以上、2つのひな形コードはwebgl-utils.js
として一つにまとめてあります。
これを利用するには、
<script src="resources/webgl-utils.js"></script>
といったコードで取り込んだ上で、以下のようなコードで呼び出します。
var program = webglUtils.createProgramFromScripts(
gl, [idOfVertexShaderScript, idOfFragmentShaderScript]);
...
webglUtils.resizeCanvasToMatchDisplaySize(canvas);
まったく同じ大量のコードが全てのサンプルに含まれているために 「そのサンプルが何のために書かれたサンプルなのか判りにくく なってしまう」のは本末転倒で、避けるべきであるとと思います。
以上で、私の「最小のWebGLひな型コード(boilerplate code)」のおおまかな紹介を終わります。
webgl-utils.js
のコードはここにあります。
さらにしっかり構成されたライブラリに興味があるようでしたらTWGL.js をチェックしてください。
WebGLを複雑に見せているもう一つの要素は「シェーダーにデータを渡す手順」です。 そのあたりの話題については「WebGLの仕組み」 で紹介しています。 これについては、「少ないコード、大きな喜び」や、 TWGLも参考になるはずです。

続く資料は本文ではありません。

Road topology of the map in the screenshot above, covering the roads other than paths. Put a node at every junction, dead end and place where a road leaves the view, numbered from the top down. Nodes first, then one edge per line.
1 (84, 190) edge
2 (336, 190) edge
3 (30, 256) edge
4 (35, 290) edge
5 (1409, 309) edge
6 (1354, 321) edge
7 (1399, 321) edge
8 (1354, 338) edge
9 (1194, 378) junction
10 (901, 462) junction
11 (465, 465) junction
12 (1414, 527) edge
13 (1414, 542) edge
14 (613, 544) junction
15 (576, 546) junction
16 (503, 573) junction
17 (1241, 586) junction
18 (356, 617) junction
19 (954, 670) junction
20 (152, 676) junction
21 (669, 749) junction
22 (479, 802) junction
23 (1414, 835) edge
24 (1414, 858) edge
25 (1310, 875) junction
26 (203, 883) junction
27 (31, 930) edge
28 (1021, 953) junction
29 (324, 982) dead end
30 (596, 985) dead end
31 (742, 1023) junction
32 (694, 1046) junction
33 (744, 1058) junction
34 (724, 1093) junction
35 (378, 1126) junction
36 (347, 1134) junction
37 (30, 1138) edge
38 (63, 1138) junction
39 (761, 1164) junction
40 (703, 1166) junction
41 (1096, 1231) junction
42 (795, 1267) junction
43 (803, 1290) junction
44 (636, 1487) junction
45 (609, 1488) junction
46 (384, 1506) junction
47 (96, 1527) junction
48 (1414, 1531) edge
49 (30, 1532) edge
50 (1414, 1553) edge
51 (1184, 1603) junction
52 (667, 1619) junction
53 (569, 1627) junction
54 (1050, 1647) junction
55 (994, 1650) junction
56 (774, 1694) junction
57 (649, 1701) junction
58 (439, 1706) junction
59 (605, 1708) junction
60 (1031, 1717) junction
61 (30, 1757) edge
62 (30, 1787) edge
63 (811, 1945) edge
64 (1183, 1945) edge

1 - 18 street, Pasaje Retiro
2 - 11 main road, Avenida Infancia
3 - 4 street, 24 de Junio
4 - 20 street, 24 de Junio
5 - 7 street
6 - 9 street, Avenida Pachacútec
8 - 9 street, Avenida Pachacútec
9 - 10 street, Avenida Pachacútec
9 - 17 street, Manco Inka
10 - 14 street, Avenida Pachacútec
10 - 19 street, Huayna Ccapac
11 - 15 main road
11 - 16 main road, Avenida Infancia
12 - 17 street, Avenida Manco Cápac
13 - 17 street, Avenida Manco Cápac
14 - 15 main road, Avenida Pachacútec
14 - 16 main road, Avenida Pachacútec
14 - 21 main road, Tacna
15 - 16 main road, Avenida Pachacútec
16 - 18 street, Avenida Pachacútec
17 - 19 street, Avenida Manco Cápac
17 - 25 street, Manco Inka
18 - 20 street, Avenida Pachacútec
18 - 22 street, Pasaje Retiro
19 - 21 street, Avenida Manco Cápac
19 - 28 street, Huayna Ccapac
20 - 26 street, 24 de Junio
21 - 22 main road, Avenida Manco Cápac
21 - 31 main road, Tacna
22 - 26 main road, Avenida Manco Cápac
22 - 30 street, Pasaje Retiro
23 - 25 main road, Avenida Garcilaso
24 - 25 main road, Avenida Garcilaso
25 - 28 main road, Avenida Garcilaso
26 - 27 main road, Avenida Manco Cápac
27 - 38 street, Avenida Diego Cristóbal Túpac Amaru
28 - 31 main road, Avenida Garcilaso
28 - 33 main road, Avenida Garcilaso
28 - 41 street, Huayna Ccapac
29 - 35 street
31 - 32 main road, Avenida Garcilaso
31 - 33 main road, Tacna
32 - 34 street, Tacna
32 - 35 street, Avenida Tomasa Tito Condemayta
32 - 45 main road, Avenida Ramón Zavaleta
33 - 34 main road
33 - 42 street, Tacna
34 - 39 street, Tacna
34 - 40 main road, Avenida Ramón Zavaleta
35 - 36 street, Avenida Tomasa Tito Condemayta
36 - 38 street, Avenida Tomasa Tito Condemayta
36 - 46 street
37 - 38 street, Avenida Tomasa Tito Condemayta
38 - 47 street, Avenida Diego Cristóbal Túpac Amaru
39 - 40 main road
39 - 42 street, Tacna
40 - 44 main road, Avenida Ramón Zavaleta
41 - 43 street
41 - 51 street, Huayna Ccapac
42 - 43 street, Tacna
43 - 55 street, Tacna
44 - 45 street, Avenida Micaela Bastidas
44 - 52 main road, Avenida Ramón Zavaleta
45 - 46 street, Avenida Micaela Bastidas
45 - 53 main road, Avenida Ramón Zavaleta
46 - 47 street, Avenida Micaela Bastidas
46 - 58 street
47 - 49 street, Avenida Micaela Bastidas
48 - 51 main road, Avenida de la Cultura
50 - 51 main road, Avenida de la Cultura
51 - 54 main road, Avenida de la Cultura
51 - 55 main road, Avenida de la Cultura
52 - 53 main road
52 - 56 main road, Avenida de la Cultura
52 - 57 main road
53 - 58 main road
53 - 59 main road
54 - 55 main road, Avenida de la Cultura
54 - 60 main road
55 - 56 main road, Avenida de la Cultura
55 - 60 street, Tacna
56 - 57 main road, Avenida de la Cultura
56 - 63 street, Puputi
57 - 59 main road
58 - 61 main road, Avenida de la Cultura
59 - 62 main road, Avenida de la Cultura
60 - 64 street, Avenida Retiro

以上のほかにも、同様の理由で作られたスクリプトがあるので紹介しておきます。
このスクリプトは、スライダを使って数値をセットしたり視覚化したりするためのものです。 講義の中でよく使う機能なのでこのファイルにまとめました。
このスクリプトは、webglfundmentals.org以外では必要ないでしょう。 ほかのものに埋め込まれたlive editor上で使うと、エラーメッセージを 画面に表示することができます。
このスクリプトには、二次元を扱う計算関連の関数が多数定義されています。 これらの関数は、このサイトの行列計算の最初の講義で作り始め、いくつかの章の中で 追加していったものです。 より応用的な話題を扱う章では、同じものを一から書くのは話が複雑になるだけなので このスクリプトにまとめて使っています。
このスクリプトには、三次元を扱う計算関連の関数が多数定義されています。 これらの関数は、このサイトの3D関連の講義の中で作ったものです。 3D関連の2番目の記事からは、このスクリプトを利用しています。